# Price of Sony Ericsson W850i



## rockthegod (Oct 15, 2006)

Can anyone please tell me its price in India preferably in Kolkata ?? Thanx in advance. 

Also is W830i released yet ?


----------



## shikhar_kapoor143 (Oct 15, 2006)

well d price is 20k in delhi....don't know abt kolkata


----------



## krazyfrog (Oct 15, 2006)

In mumbai, it costs 17.5k. Give or take a thousand rupees and you'll have the price for kolkata. W830i hasn't been launched yet. But it would be wise to wait for it as it'll be cheaper than W850i as it doesn't have 3G and secondary camera (used for video call).


----------



## rockthegod (Oct 15, 2006)

Thanx a lot to all of you !!!


----------



## MiRaGe (Jan 1, 2007)

krazyfrog said:
			
		

> In mumbai, it costs 17.5k. Give or take a thousand rupees and you'll have the price for kolkata. W830i hasn't been launched yet. But it would be wise to wait for it as it'll be cheaper than W850i as it doesn't have 3G and secondary camera (used for video call).
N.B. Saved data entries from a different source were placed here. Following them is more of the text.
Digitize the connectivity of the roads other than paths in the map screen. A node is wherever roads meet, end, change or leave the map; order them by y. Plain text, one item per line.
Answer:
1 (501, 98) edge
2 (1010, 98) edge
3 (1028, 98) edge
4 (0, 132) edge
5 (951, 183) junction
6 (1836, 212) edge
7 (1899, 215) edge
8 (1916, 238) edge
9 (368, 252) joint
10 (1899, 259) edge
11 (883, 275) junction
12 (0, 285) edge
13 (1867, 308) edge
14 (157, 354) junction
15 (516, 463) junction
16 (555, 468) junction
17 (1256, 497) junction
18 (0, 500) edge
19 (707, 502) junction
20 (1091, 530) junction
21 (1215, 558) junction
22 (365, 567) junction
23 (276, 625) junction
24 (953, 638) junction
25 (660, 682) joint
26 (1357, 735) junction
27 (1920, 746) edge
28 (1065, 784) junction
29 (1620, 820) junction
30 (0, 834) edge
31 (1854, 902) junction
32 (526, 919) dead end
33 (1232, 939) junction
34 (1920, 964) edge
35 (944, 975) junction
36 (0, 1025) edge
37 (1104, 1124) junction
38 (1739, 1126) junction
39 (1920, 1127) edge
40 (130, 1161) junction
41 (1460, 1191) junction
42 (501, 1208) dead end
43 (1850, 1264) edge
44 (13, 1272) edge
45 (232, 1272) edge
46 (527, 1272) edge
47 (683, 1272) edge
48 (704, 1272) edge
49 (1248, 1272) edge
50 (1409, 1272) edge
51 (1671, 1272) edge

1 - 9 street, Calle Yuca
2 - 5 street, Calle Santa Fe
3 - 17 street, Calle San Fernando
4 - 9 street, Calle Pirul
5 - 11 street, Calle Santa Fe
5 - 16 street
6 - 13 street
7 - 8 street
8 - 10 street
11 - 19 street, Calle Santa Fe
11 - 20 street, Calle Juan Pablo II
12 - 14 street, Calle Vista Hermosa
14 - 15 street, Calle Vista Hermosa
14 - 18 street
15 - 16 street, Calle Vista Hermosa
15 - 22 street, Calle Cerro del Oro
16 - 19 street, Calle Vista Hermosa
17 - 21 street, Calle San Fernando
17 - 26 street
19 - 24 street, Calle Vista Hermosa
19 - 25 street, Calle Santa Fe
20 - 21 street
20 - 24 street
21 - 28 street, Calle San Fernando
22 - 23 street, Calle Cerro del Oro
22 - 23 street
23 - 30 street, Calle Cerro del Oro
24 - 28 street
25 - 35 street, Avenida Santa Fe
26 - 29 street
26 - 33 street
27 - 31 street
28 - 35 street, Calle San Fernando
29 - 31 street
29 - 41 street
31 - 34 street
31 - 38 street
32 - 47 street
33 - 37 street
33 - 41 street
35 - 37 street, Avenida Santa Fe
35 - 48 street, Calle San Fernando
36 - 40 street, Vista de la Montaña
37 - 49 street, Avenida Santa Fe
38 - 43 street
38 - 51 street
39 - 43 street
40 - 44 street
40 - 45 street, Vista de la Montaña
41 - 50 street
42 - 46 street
doesn't seem to be 17.5 yet!!


----------



## tech_cheetah (Jan 2, 2007)

I bought it yesterday at 20.4k  in Bangalore, after checking the price at many showrooms . Minimum you can it at 20k ..
17.5 is still a distant dream


----------



## Crazy Kidd (Jan 2, 2007)

If you want to get the best price in Kolkata then visit Capital Chowringee. Or you can call Qamar (Raj Telepoint Pvt. Ltd.) at 9830138872. According to my experience both of them offer the lowest price in Kolkata. Also you can try to visit www.indiagsm.com. From this site you will get a basic idea of the price. See ya.

N.B- My bought mine from Capital Electronics, Chowringhee.


----------



## dinesh_mettur (Jan 5, 2007)

20k with bill
17.5 without bill


----------